“Then there must be another key?”
“Wait a bit, Yardley. Suppose that murder was premeditated? The murderer would not have done it without making arrangements, and thinking out his plans and seeing that they were possible. You can’t walk blindly into an hotel and make certain that things will fall out so absolutely as you require them to, that you can let your safety and escape after committing a murder depend upon such a coincidence. The thing isn’t reasonable. The chambermaid thinks that murder must have been committed between two and three in the afternoon, because that is the only time during the day when there is no one actually on duty in the corridor. In the morning they are attending to the rooms, and they have to stay about till two o’clock to answer the bells of those people who come to their rooms to wash or change for lunch. About three o’clock people come to their rooms to dress to go out calling, then others change for tea, and again others change for dinner, and from two to three is the only slack time during the day.”
“How do you know all this, Mr. Tempest?” put in the inspector.

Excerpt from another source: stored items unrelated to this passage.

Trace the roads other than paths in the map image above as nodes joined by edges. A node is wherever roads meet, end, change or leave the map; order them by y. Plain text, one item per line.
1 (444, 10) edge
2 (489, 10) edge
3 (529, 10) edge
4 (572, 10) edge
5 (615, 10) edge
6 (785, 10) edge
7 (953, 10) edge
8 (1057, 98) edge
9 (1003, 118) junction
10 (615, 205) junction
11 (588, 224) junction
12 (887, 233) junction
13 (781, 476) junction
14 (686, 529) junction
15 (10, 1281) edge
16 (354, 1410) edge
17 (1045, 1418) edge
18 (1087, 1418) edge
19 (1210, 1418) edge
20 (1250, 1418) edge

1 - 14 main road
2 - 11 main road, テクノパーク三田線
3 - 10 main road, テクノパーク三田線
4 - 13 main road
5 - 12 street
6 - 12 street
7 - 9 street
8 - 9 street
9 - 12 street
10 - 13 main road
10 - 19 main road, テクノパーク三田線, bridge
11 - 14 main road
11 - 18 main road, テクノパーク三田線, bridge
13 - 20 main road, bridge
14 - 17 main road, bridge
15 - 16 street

The barrister laughed. “I had a long and interesting interview with that chambermaid two days ago.”
“Then where was she during that time—from two to three on the day of the murder?”
“Yardley, I’ll make a real detective of you some day; you’re getting quite promising in the way you reason out things. Well, I’ll tell you. She was having her dinner, and had got the key with her. Now she says it is a regular thing that all the maids are at their dinner between two and three. The murderer probably knew that, and if so there you get premeditation again. The most likely way for that to be known would be for the murderer to have himself stayed in the hotel and found it out.”
“But how could he get the key?”
“That’s what I’ve been wondering, Yardley, and I can suggest one way. Suppose the man goes and stays in the hotel in that very room, and whilst the room is in his occupation, and the key legitimately in his possession, suppose he had a duplicate made of it? Then he can keep and use that duplicate when he likes.”
“But suppose all you say be true, Tempest. The girl was not staying in the hotel. How in the name of fortune could he lure a respectable girl up to his bedroom?”
“My dear Yardley, how was the girl to know it was his bedroom? There are always suites of rooms in a hotel. Take it, for example, that the man was an impresario, or said he was, and, deluding her into the idea that he wished to talk business, invited her to go to his sitting-room. The girl would go fast enough.”